WHAT TO DO:
For this exercise, print the listing below exactly, without its pictures.

DATA TO PROCESS:
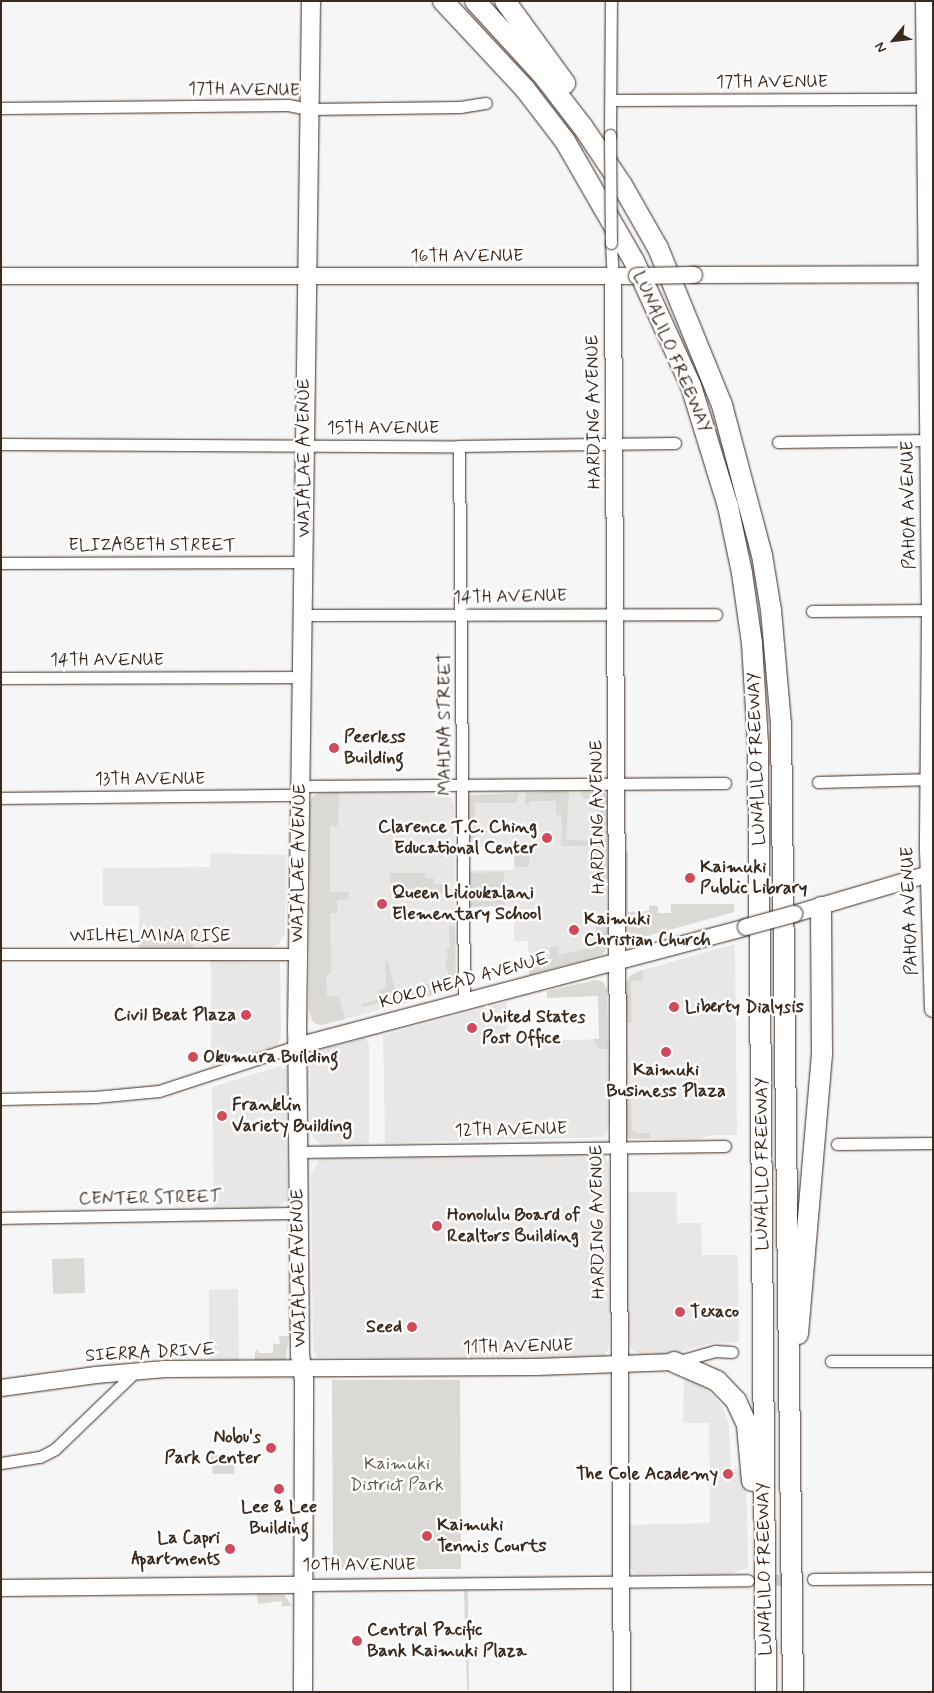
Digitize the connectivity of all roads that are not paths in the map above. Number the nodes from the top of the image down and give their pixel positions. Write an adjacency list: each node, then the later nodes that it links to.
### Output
1 (303, 1): 8 (main road, WAIALAE AVENUE)
2 (311, 1): 8 (main road, WAIALAE AVENUE)
3 (443, 1): 78 (highway, LUNALILO FREEWAY)
4 (475, 1): 14 (highway, LUNALILO FREEWAY)
5 (505, 1): 14 (highway)
6 (611, 1): 10 (street, HARDING AVENUE)
7 (924, 1): 9 (street, PAHOA AVENUE)
8 (309, 33): 13 (main road, WAIALAE AVENUE)
9 (929, 99): 10 (street, 17TH AVENUE); 15 (street, PAHOA AVENUE)
10 (610, 100): 18 (street, HARDING AVENUE, bridge)
11 (486, 103): 13 (street, 17TH AVENUE)
12 (1, 108): 13 (street, 17TH AVENUE)
13 (308, 109): 17 (main road, WAIALAE AVENUE)
14 (658, 248): 67 (highway, LUNALILO FREEWAY)
15 (929, 274): 18 (street, 16TH AVENUE, bridge); 19 (street, PAHOA AVENUE)
16 (1, 276): 17 (street, 16TH AVENUE)
17 (305, 276): 18 (street, 16TH AVENUE); 24 (main road, WAIALAE AVENUE)
18 (613, 276): 21 (street, HARDING AVENUE)
19 (930, 440): 20 (street); 28 (street, PAHOA AVENUE)
20 (778, 442)
21 (614, 443): 22 (street, 15TH AVENUE); 25 (street, 15TH AVENUE); 30 (street, HARDING AVENUE)
22 (675, 443)
23 (1, 444): 24 (street, 15TH AVENUE)
24 (304, 445): 25 (street, 15TH AVENUE); 27 (main road, WAIALAE AVENUE)
25 (459, 446): 33 (street, MAHINA STREET)
26 (1, 562): 27 (street, ELIZABETH STREET)
27 (304, 562): 32 (main road, WAIALAE AVENUE)
28 (931, 610): 29 (street); 36 (street, PAHOA AVENUE)
29 (812, 611)
30 (616, 613): 31 (street, 14TH AVENUE); 33 (street, 14TH AVENUE); 38 (street, HARDING AVENUE)
31 (716, 614)
32 (303, 615): 33 (street, 14TH AVENUE); 34 (main road, WAIALAE AVENUE)
33 (462, 615): 40 (street, MAHINA STREET)
34 (302, 677): 35 (street, 14TH AVENUE); 41 (main road, WAIALAE AVENUE)
35 (1, 678)
36 (930, 780): 37 (street); 43 (street, PAHOA AVENUE)
37 (818, 782)
38 (618, 783): 39 (street, 13TH AVENUE); 40 (street, 13TH AVENUE); 47 (street, HARDING AVENUE)
39 (725, 783)
40 (463, 786): 41 (street, 13TH AVENUE); 48 (street, MAHINA STREET)
41 (300, 790): 42 (street, 13TH AVENUE); 46 (main road, WAIALAE AVENUE)
42 (1, 798)
43 (931, 874): 44 (street, KOKO HEAD AVENUE); 49 (street, PAHOA AVENUE)
44 (821, 907): 47 (street, KOKO HEAD AVENUE, bridge); 67 (highway)
45 (1, 954): 46 (street, WILHELMINA RISE)
46 (298, 954): 50 (main road, WAIALAE AVENUE)
47 (619, 960): 48 (street, KOKO HEAD AVENUE); 54 (street, HARDING AVENUE)
48 (464, 1002): 50 (street, KOKO HEAD AVENUE)
49 (933, 1009)
50 (297, 1046): 51 (street, KOKO HEAD AVENUE); 56 (main road, WAIALAE AVENUE)
51 (1, 1099)
52 (933, 1143): 53 (street)
53 (838, 1144)
54 (618, 1146): 55 (street, 12TH AVENUE); 56 (street, 12TH AVENUE); 63 (street, HARDING AVENUE)
55 (725, 1146)
56 (298, 1152): 57 (main road, WAIALAE AVENUE)
57 (299, 1212): 58 (street, CENTER STREET); 64 (main road, WAIALAE AVENUE)
58 (1, 1218)
59 (732, 1352): 61 (street, 11TH AVENUE)
60 (933, 1361): 62 (street)
61 (674, 1362): 63 (street, 11TH AVENUE); 77 (highway)
62 (831, 1362)
63 (620, 1365): 64 (street, 11TH AVENUE); 72 (street, HARDING AVENUE)
64 (302, 1369): 65 (street, SIERRA DRIVE); 73 (main road, WAIALAE AVENUE)
65 (136, 1371): 66 (street, SIERRA DRIVE); 68 (street)
66 (1, 1388)
67 (789, 1426): 79 (highway, LUNALILO FREEWAY)
68 (1, 1463)
69 (933, 1578): 71 (street)
70 (748, 1580): 72 (street, 10TH AVENUE)
71 (813, 1580)
72 (622, 1582): 73 (street, 10TH AVENUE); 76 (street, HARDING AVENUE)
73 (304, 1585): 74 (street, 10TH AVENUE); 75 (main road, WAIALAE AVENUE)
74 (1, 1588)
75 (303, 1692)
76 (622, 1692)
77 (762, 1692)
78 (766, 1692)
79 (792, 1692)

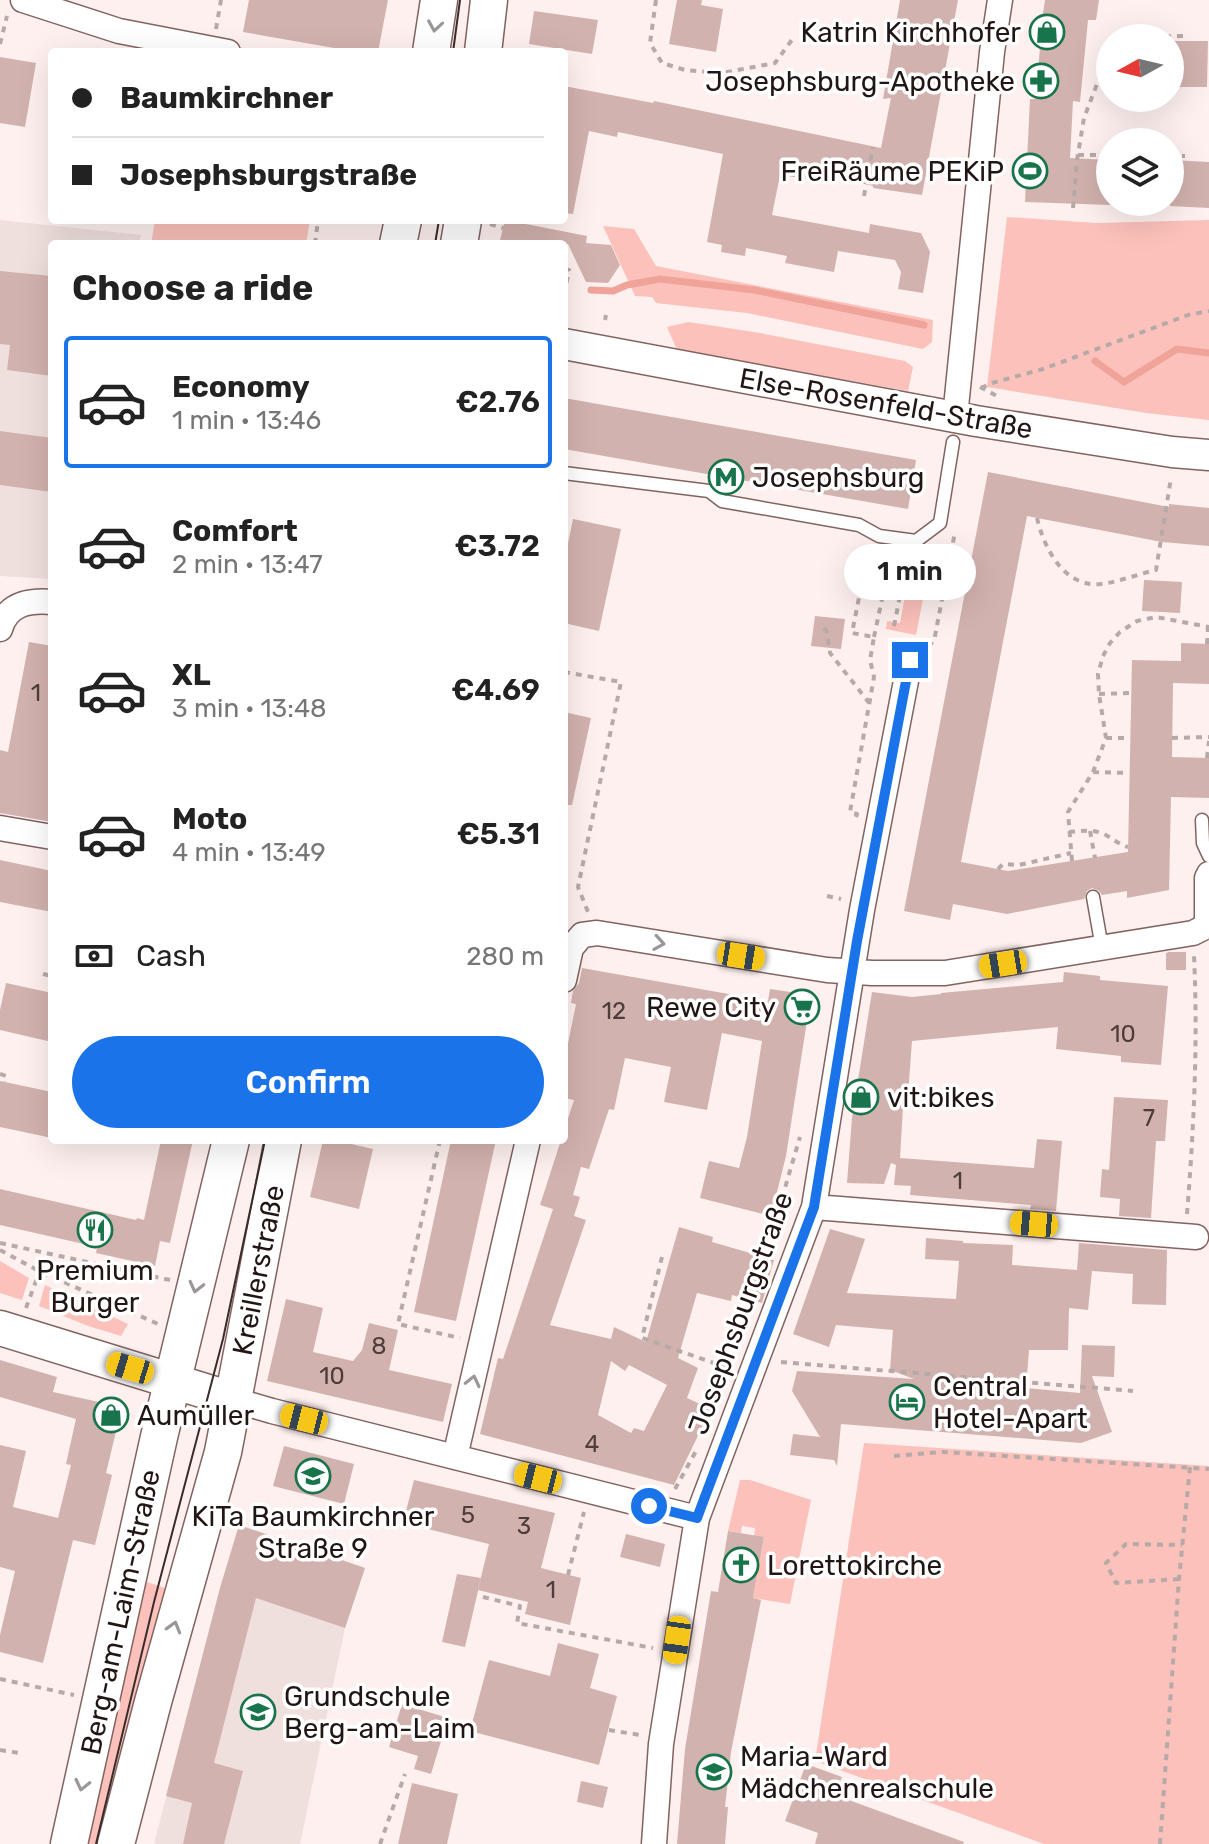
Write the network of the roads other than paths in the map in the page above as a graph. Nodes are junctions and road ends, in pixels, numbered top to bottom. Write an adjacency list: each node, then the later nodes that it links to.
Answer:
1 (439, 0): 6 (main road, one-way to 6)
2 (489, 0): 7 (main road)
3 (1000, 0): 9 (street)
4 (16, 6): 5 (street)
5 (207, 48)
6 (432, 48)
7 (483, 48)
8 (568, 345): 9 (street, Else-Rosenfeld-Straße)
9 (954, 430): 10 (street, Else-Rosenfeld-Straße); 11 (lane)
10 (1209, 455)
11 (568, 473)
12 (48, 602): 13 (street)
13 (0, 629)
14 (910, 660): 24 (street, Josephsburgstraße)
15 (1202, 820): 18 (lane)
16 (0, 828): 17 (street)
17 (48, 836)
18 (1209, 856)
19 (1209, 874): 21 (street)
20 (1093, 897): 22 (lane)
21 (1203, 928): 22 (street)
22 (1102, 948): 24 (street)
23 (568, 962): 24 (street, one-way to 24)
24 (851, 973): 28 (street, Josephsburgstraße)
25 (230, 1144): 31 (main road, Kreillerstraße, one-way to 31)
26 (282, 1144): 32 (main road, Kreillerstraße)
27 (527, 1144): 33 (street, one-way to 27)
28 (814, 1207): 29 (street); 34 (street, Josephsburgstraße)
29 (1190, 1237)
30 (9, 1331): 31 (main road)
31 (172, 1381): 32 (main road); 35 (main road, Berg-am-Laim-Straße, one-way to 35)
32 (234, 1400): 33 (street); 36 (main road, Berg-am-Laim-Straße, one-way to 32)
33 (455, 1457): 34 (street)
34 (687, 1516): 37 (street, Josephsburgstraße)
35 (69, 1844)
36 (116, 1844)
37 (654, 1844)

WRITTEN ANSWER:
Digitize the connectivity of all roads that are not paths in the map above. Number the nodes from the top of the image down and give their pixel positions. Write an adjacency list: each node, then the later nodes that it links to.
### Output
1 (303, 1): 8 (main road, WAIALAE AVENUE)
2 (311, 1): 8 (main road, WAIALAE AVENUE)
3 (443, 1): 78 (highway, LUNALILO FREEWAY)
4 (475, 1): 14 (highway, LUNALILO FREEWAY)
5 (505, 1): 14 (highway)
6 (611, 1): 10 (street, HARDING AVENUE)
7 (924, 1): 9 (street, PAHOA AVENUE)
8 (309, 33): 13 (main road, WAIALAE AVENUE)
9 (929, 99): 10 (street, 17TH AVENUE); 15 (street, PAHOA AVENUE)
10 (610, 100): 18 (street, HARDING AVENUE, bridge)
11 (486, 103): 13 (street, 17TH AVENUE)
12 (1, 108): 13 (street, 17TH AVENUE)
13 (308, 109): 17 (main road, WAIALAE AVENUE)
14 (658, 248): 67 (highway, LUNALILO FREEWAY)
15 (929, 274): 18 (street, 16TH AVENUE, bridge); 19 (street, PAHOA AVENUE)
16 (1, 276): 17 (street, 16TH AVENUE)
17 (305, 276): 18 (street, 16TH AVENUE); 24 (main road, WAIALAE AVENUE)
18 (613, 276): 21 (street, HARDING AVENUE)
19 (930, 440): 20 (street); 28 (street, PAHOA AVENUE)
20 (778, 442)
21 (614, 443): 22 (street, 15TH AVENUE); 25 (street, 15TH AVENUE); 30 (street, HARDING AVENUE)
22 (675, 443)
23 (1, 444): 24 (street, 15TH AVENUE)
24 (304, 445): 25 (street, 15TH AVENUE); 27 (main road, WAIALAE AVENUE)
25 (459, 446): 33 (street, MAHINA STREET)
26 (1, 562): 27 (street, ELIZABETH STREET)
27 (304, 562): 32 (main road, WAIALAE AVENUE)
28 (931, 610): 29 (street); 36 (street, PAHOA AVENUE)
29 (812, 611)
30 (616, 613): 31 (street, 14TH AVENUE); 33 (street, 14TH AVENUE); 38 (street, HARDING AVENUE)
31 (716, 614)
32 (303, 615): 33 (street, 14TH AVENUE); 34 (main road, WAIALAE AVENUE)
33 (462, 615): 40 (street, MAHINA STREET)
34 (302, 677): 35 (street, 14TH AVENUE); 41 (main road, WAIALAE AVENUE)
35 (1, 678)
36 (930, 780): 37 (street); 43 (street, PAHOA AVENUE)
37 (818, 782)
38 (618, 783): 39 (street, 13TH AVENUE); 40 (street, 13TH AVENUE); 47 (street, HARDING AVENUE)
39 (725, 783)
40 (463, 786): 41 (street, 13TH AVENUE); 48 (street, MAHINA STREET)
41 (300, 790): 42 (street, 13TH AVENUE); 46 (main road, WAIALAE AVENUE)
42 (1, 798)
43 (931, 874): 44 (street, KOKO HEAD AVENUE); 49 (street, PAHOA AVENUE)
44 (821, 907): 47 (street, KOKO HEAD AVENUE, bridge); 67 (highway)
45 (1, 954): 46 (street, WILHELMINA RISE)
46 (298, 954): 50 (main road, WAIALAE AVENUE)
47 (619, 960): 48 (street, KOKO HEAD AVENUE); 54 (street, HARDING AVENUE)
48 (464, 1002): 50 (street, KOKO HEAD AVENUE)
49 (933, 1009)
50 (297, 1046): 51 (street, KOKO HEAD AVENUE); 56 (main road, WAIALAE AVENUE)
51 (1, 1099)
52 (933, 1143): 53 (street)
53 (838, 1144)
54 (618, 1146): 55 (street, 12TH AVENUE); 56 (street, 12TH AVENUE); 63 (street, HARDING AVENUE)
55 (725, 1146)
56 (298, 1152): 57 (main road, WAIALAE AVENUE)
57 (299, 1212): 58 (street, CENTER STREET); 64 (main road, WAIALAE AVENUE)
58 (1, 1218)
59 (732, 1352): 61 (street, 11TH AVENUE)
60 (933, 1361): 62 (street)
61 (674, 1362): 63 (street, 11TH AVENUE); 77 (highway)
62 (831, 1362)
63 (620, 1365): 64 (street, 11TH AVENUE); 72 (street, HARDING AVENUE)
64 (302, 1369): 65 (street, SIERRA DRIVE); 73 (main road, WAIALAE AVENUE)
65 (136, 1371): 66 (street, SIERRA DRIVE); 68 (street)
66 (1, 1388)
67 (789, 1426): 79 (highway, LUNALILO FREEWAY)
68 (1, 1463)
69 (933, 1578): 71 (street)
70 (748, 1580): 72 (street, 10TH AVENUE)
71 (813, 1580)
72 (622, 1582): 73 (street, 10TH AVENUE); 76 (street, HARDING AVENUE)
73 (304, 1585): 74 (street, 10TH AVENUE); 75 (main road, WAIALAE AVENUE)
74 (1, 1588)
75 (303, 1692)
76 (622, 1692)
77 (762, 1692)
78 (766, 1692)
79 (792, 1692)

Write the network of the roads other than paths in the map in the page above as a graph. Nodes are junctions and road ends, in pixels, numbered top to bottom. Write an adjacency list: each node, then the later nodes that it links to.
Answer:
1 (439, 0): 6 (main road, one-way to 6)
2 (489, 0): 7 (main road)
3 (1000, 0): 9 (street)
4 (16, 6): 5 (street)
5 (207, 48)
6 (432, 48)
7 (483, 48)
8 (568, 345): 9 (street, Else-Rosenfeld-Straße)
9 (954, 430): 10 (street, Else-Rosenfeld-Straße); 11 (lane)
10 (1209, 455)
11 (568, 473)
12 (48, 602): 13 (street)
13 (0, 629)
14 (910, 660): 24 (street, Josephsburgstraße)
15 (1202, 820): 18 (lane)
16 (0, 828): 17 (street)
17 (48, 836)
18 (1209, 856)
19 (1209, 874): 21 (street)
20 (1093, 897): 22 (lane)
21 (1203, 928): 22 (street)
22 (1102, 948): 24 (street)
23 (568, 962): 24 (street, one-way to 24)
24 (851, 973): 28 (street, Josephsburgstraße)
25 (230, 1144): 31 (main road, Kreillerstraße, one-way to 31)
26 (282, 1144): 32 (main road, Kreillerstraße)
27 (527, 1144): 33 (street, one-way to 27)
28 (814, 1207): 29 (street); 34 (street, Josephsburgstraße)
29 (1190, 1237)
30 (9, 1331): 31 (main road)
31 (172, 1381): 32 (main road); 35 (main road, Berg-am-Laim-Straße, one-way to 35)
32 (234, 1400): 33 (street); 36 (main road, Berg-am-Laim-Straße, one-way to 32)
33 (455, 1457): 34 (street)
34 (687, 1516): 37 (street, Josephsburgstraße)
35 (69, 1844)
36 (116, 1844)
37 (654, 1844)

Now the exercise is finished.